Nel primo dei due lavori, guidato dalla professoressa Katie Lunnon della Facoltà di Medicina dell’Università di Exeter, l’équipe ha dimostrato che le firme di metilazione del DNA nel sangue possono riflettere alcuni biomarcatori proteici nei campioni di liquido spinale utilizzati per valutare la demenza. L’équipe ha esaminato queste firme insieme a 15 diversi biomarcatori del liquido spinale utilizzati per diagnosticare la demenza e ha evidenziato cambiamenti nello stato di metilazione dei geni chiave per alcuni di questi biomarcatori.

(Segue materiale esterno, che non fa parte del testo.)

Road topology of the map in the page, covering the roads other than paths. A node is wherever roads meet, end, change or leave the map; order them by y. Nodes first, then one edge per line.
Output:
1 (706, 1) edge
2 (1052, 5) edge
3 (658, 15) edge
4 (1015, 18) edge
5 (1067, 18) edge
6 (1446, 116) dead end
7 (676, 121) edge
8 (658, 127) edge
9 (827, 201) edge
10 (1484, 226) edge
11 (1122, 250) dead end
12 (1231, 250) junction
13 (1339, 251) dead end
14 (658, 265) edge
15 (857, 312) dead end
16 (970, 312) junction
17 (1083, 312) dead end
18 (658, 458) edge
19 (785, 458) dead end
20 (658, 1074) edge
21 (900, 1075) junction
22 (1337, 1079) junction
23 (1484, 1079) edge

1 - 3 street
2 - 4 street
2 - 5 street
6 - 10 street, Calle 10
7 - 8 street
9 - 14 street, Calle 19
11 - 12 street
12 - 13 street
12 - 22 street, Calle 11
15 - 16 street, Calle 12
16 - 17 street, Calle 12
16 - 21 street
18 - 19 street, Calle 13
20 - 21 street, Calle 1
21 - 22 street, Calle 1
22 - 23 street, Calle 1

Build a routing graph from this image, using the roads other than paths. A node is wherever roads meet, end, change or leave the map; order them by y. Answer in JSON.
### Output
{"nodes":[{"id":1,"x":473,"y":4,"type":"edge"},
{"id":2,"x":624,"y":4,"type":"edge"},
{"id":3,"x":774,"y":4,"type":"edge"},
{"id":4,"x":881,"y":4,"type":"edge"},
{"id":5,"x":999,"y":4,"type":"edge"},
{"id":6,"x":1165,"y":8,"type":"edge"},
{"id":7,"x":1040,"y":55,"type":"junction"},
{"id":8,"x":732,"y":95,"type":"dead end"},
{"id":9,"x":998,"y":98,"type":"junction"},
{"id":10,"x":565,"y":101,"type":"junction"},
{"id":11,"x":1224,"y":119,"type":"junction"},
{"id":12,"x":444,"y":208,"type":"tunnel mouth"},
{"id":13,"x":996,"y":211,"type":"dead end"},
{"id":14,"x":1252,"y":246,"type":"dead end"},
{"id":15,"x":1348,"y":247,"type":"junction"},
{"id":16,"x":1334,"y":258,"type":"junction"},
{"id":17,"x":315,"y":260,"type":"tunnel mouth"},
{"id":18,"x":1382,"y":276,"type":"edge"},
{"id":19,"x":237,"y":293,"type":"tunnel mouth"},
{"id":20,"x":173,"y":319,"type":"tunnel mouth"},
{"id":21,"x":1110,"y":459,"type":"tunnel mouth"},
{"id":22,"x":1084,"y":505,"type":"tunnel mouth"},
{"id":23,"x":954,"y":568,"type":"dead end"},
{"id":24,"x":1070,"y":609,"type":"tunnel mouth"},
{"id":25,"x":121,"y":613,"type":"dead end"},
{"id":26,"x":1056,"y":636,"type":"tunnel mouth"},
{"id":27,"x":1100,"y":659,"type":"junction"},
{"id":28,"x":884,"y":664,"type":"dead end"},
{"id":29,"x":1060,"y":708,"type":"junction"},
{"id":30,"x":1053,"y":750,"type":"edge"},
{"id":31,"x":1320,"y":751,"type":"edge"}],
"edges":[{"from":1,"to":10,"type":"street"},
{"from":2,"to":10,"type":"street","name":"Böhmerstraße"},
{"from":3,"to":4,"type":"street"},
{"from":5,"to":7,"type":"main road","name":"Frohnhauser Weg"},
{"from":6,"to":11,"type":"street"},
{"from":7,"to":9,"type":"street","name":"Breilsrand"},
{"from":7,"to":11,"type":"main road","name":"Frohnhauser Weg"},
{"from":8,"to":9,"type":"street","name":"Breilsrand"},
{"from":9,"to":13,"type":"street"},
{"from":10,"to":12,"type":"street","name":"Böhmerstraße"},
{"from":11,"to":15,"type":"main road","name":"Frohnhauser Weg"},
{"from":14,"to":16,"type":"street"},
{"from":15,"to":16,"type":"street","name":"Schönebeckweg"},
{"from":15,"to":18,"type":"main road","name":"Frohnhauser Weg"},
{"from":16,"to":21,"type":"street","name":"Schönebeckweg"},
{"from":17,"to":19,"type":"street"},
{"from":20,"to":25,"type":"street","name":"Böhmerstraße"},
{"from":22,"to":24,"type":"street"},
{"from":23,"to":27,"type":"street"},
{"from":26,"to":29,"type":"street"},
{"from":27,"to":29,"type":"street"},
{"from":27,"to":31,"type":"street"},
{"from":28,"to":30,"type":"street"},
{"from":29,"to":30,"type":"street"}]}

14 fattori di rischio noti di demenza
In un secondo articolo collegato sulla stessa rivista, il team, guidato dal dottor Ehsan Pishva dell’Università di Maastricht nei Paesi Bassi, ha creato punteggi di rischio epigenetico utilizzando le firme di metilazione del DNA nel sangue come proxy per 14 fattori di rischio noti di demenza. Alcuni di questi erano rischi modificabili in base allo stile di vita, come l’attività fisica e la dieta, mentre altri non erano modificabili, come l’età e le malattie cardiache.
I ricercatori hanno dimostrato che i punteggi di rischio epigenetico possono migliorare la previsione del rischio di declino cognitivo e di insorgenza della demenza, anche nelle fasi iniziali. La diagnosi precoce è fondamentale per migliorare lo stile di vita e accedere a potenziali nuovi trattamenti. Lo studio evidenzia come i fattori genetici, ambientali e di stile di vita contribuiscano allo sviluppo e alla progressione della demenza attraverso meccanismi epigenetici.
La professoressa Katie Lunnon della Facoltà di Medicina dell’Università di Exeter è l’autrice principale di uno degli studi e dirige il team Dementia Genomics, che ha già pubblicato una serie di documenti innovativi che esplorano l’epigenetica nel cervello e nel sangue in varie demenze. Secondo Lunnon, è noto che una serie di fattori genetici e di stile di vita possono aumentare il rischio di sviluppare la malattia di Alzheimer e altre demenze. L’epigenetica è un’area di ricerca particolarmente interessante perché può mediare l’interazione tra il nostro patrimonio genetico, che è determinato al momento del concepimento, e i rischi ambientali che possiamo modificare.
L’uso di misurazioni epigenetiche dal sangue come approccio non invasivo per valutare il rischio di demenza
Secondo il dottor Ehsan Pishva dell’Università di Maastricht, autore dell’altro lavoro e a capo del team di Systems Biology of Dementia, il nostro punteggio di rischio epigenetico può migliorare la previsione del rischio di deterioramento cognitivo in diverse popolazioni e rappresenta quindi un significativo progresso nella ricerca sulla demenza. Lo studio, che ha comportato un’analisi avanzata di ampie serie di dati epigenetici provenienti da diverse coorti di demenza indipendenti, ha rilevato che il punteggio di rischio epigenetico è un predittore del futuro declino cognitivo nelle coorti di Alzheimer e Parkinson. Secondo i ricercatori, questi risultati evidenziano il potenziale dell’uso di misurazioni epigenetiche dal sangue come approccio non invasivo per valutare il rischio di demenza e aprono la strada a studi futuri che esplorano strategie sanitarie più personalizzate e preventive per combattere il deterioramento cognitivo.